What You Should Do When Your Legacy System Is Choking You!!

When Your Legacy System Is Choking You… Strangle It Back with the Strangler Pattern 🌳🔥
There comes a moment in every engineer’s life when you look at the system you’re working on and think,
“Why is this even still alive?”
That legacy monster that’s been running in production since the early 2000s — spaghetti code, zero tests, mystery logic, and deployment nights that feel more like launching a rocket than pushing code. 😩 And yet…
You can’t just rewrite it.
Budgets don’t allow it.
Stakeholders panic at the mention of “refactoring.”

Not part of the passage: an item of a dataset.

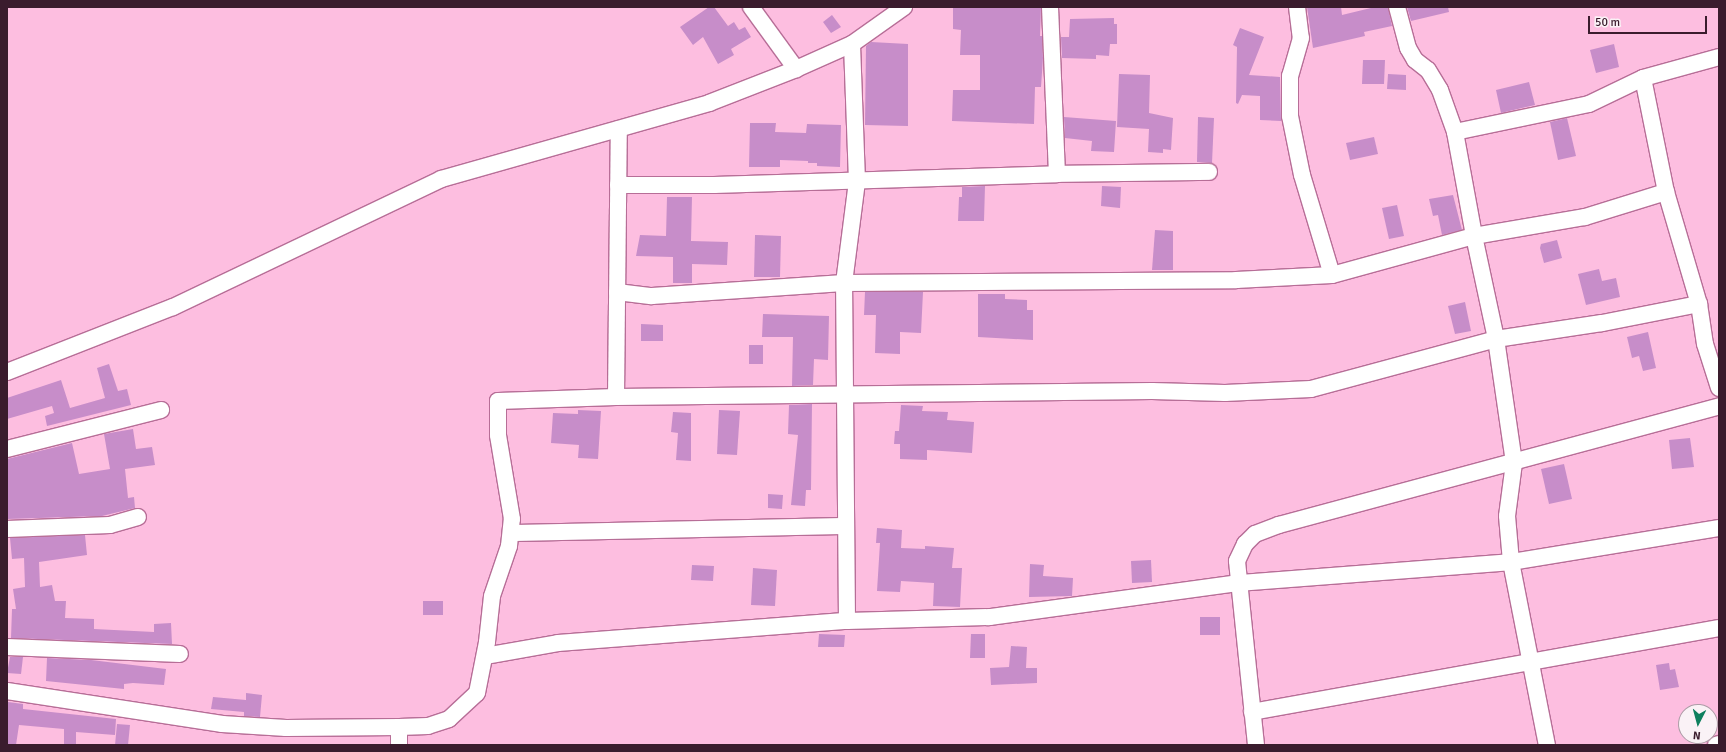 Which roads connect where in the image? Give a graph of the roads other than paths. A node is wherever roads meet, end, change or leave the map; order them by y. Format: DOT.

And deep down, you know a full rewrite is basically a career suicide mission.
So what can you do?
Then Someone Said, “Strangle It.”
No, not literally.
They meant to use the Strangler Pattern — a term that sounded aggressive but weirdly therapeutic at the time.

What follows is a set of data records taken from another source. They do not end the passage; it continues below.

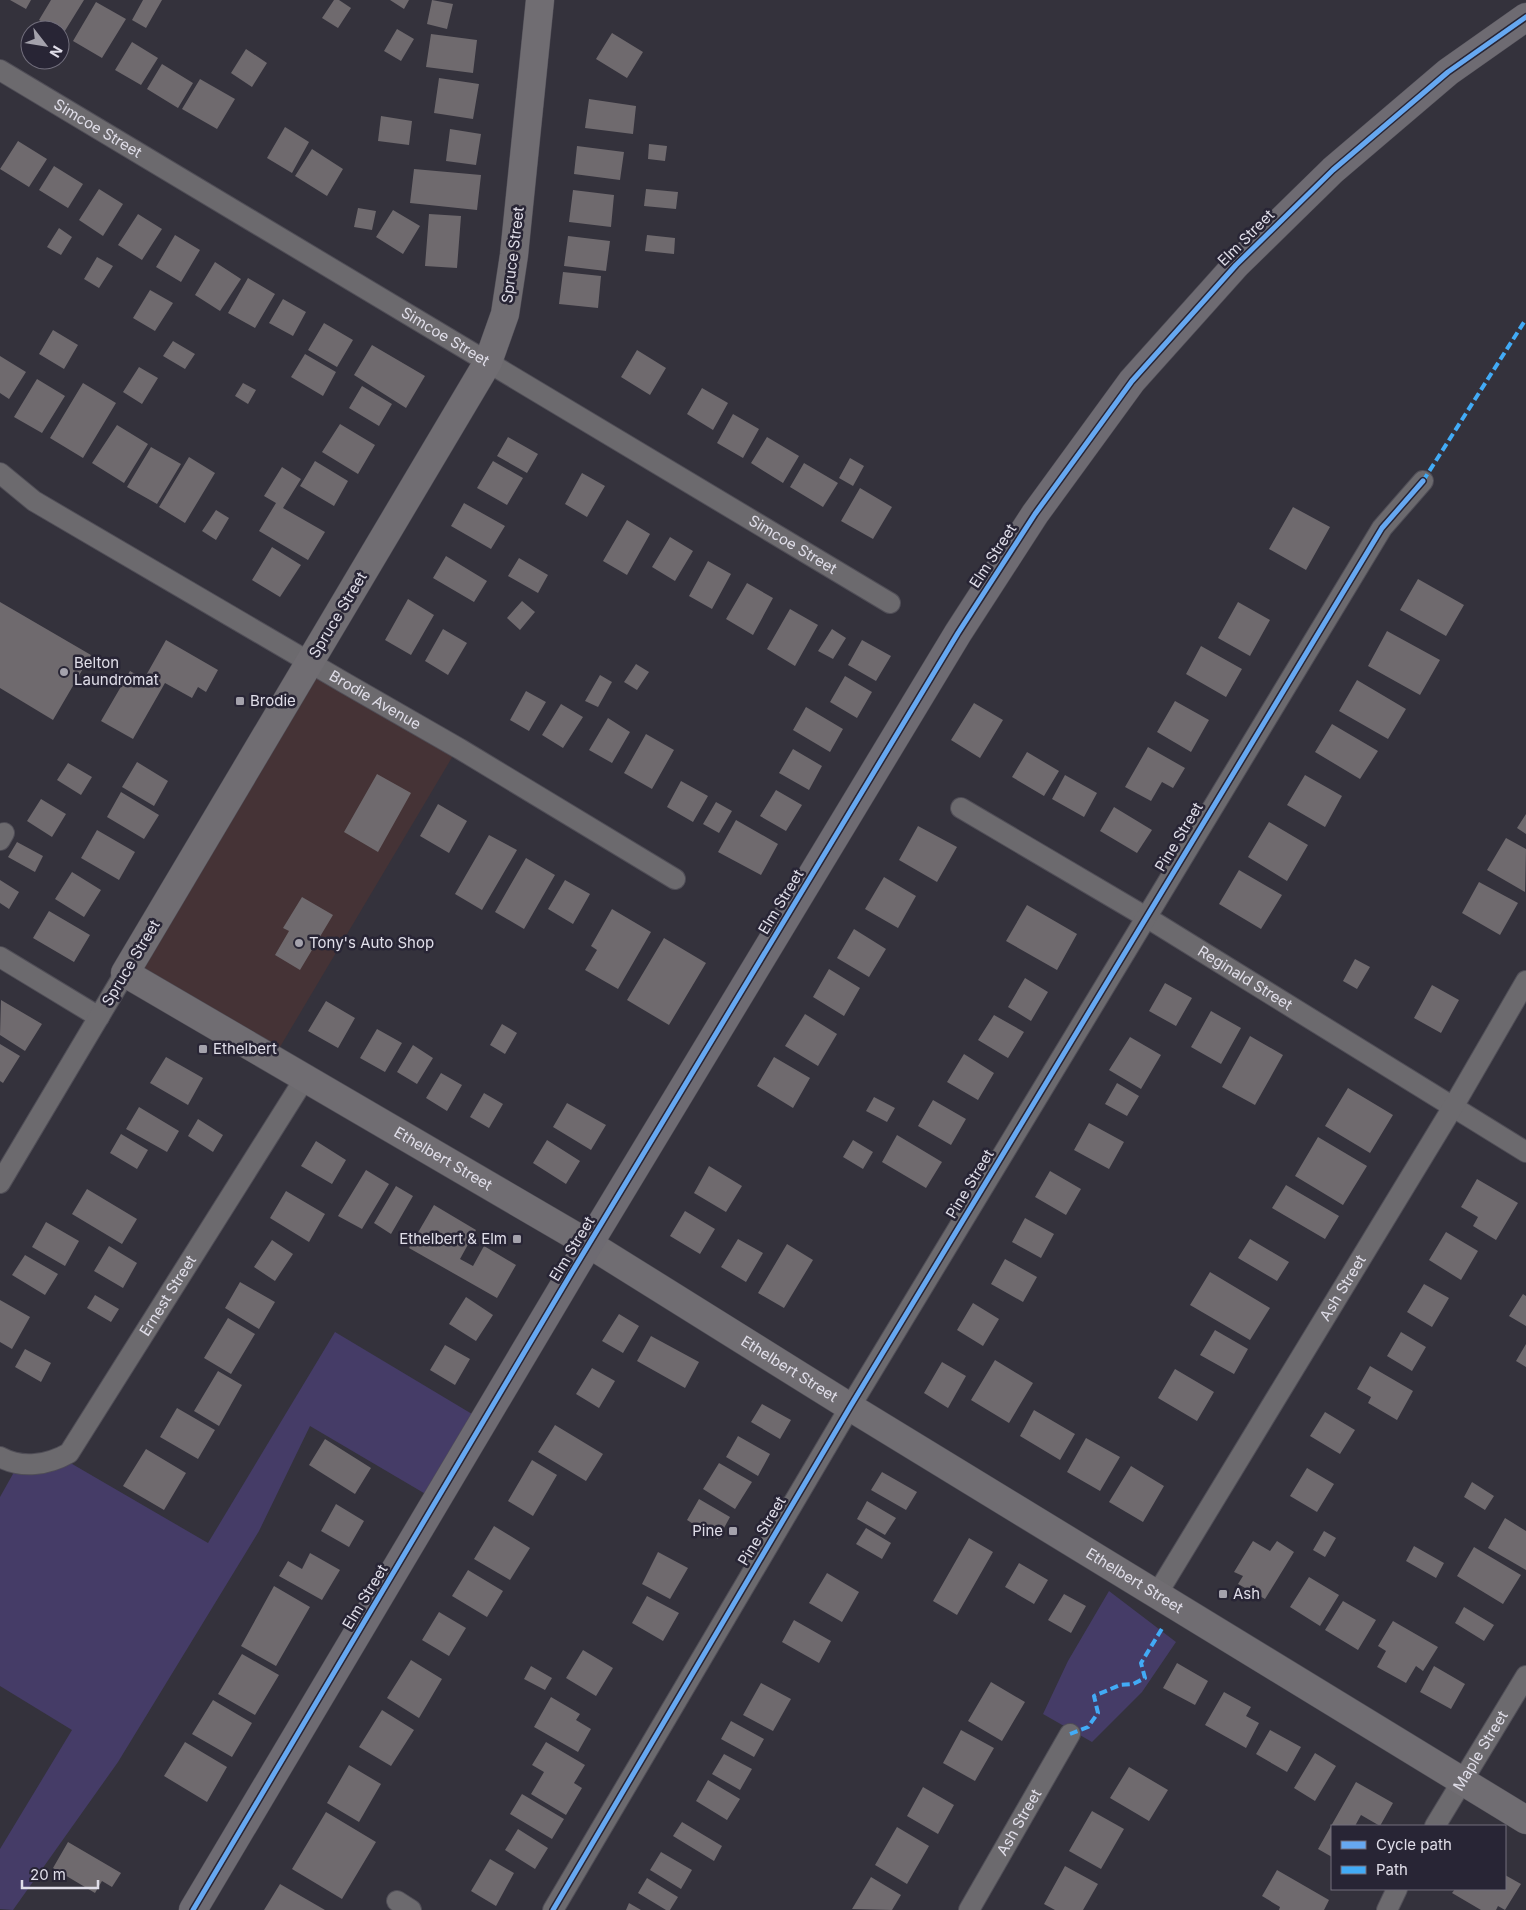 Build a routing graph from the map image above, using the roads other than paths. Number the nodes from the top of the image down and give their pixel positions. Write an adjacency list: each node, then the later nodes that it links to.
1 (540, 0): 6 (street, Spruce Street)
2 (1522, 0): 5 (main road)
3 (1526, 17): 5 (main road, Elm Street)
4 (0, 70): 6 (street, Simcoe Street)
5 (1448, 72): 22 (main road, Elm Street)
6 (488, 362): 9 (street, Simcoe Street); 10 (street, Spruce Street)
7 (0, 473): 10 (street, Brodie Avenue)
8 (1423, 481): 13 (street, Pine Street)
9 (890, 603)
10 (310, 662): 12 (street, Brodie Avenue); 15 (street, Spruce Street)
11 (961, 808): 13 (street, Reginald Street)
12 (675, 879)
13 (1146, 917): 19 (street, Reginald Street); 23 (street, Pine Street)
14 (0, 957): 17 (street)
15 (125, 973): 17 (street, Spruce Street); 18 (street, Ethelbert Street)
16 (1526, 981): 19 (street, Ash Street)
17 (99, 1017): 21 (street, Spruce Street)
18 (305, 1078): 22 (street, Ethelbert Street); 24 (street, Ernest Street)
19 (1453, 1107): 20 (street, Reginald Street); 25 (street, Ash Street)
20 (1526, 1152)
21 (0, 1183)
22 (589, 1244): 23 (street, Ethelbert Street); 32 (main road, Elm Street)
23 (850, 1407): 25 (street, Ethelbert Street); 33 (street, Pine Street)
24 (0, 1457)
25 (1157, 1594): 28 (street, Ethelbert Street)
26 (1526, 1676): 28 (street, Maple Street)
27 (1070, 1734): 34 (street, Ash Street)
28 (1463, 1782): 29 (street, Ethelbert Street); 30 (street, Maple Street)
29 (1526, 1820)
30 (1437, 1825)
31 (1397, 1890): 35 (street)
32 (193, 1910)
33 (552, 1910)
34 (969, 1910)
35 (1387, 1910)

Like… okay, maybe we can’t kill the legacy system,
but maybe we can choke it off bit by bit. Replace it slowly — one feature at a time — until one day, we wake up and the monster’s gone.
So… What Is the Strangler Pattern?
The term comes from the strangler fig tree — a plant that grows around another tree, wrapping it slowly until the original tree dies and disappears. But it doesn’t kill it in one go — it just… replaces it quietly.
In software, this means:
You put a façade (like a proxy or API gateway) in front of the legacy system.
Then you start pulling features out, rebuilding them in a modern stack, and redirecting traffic.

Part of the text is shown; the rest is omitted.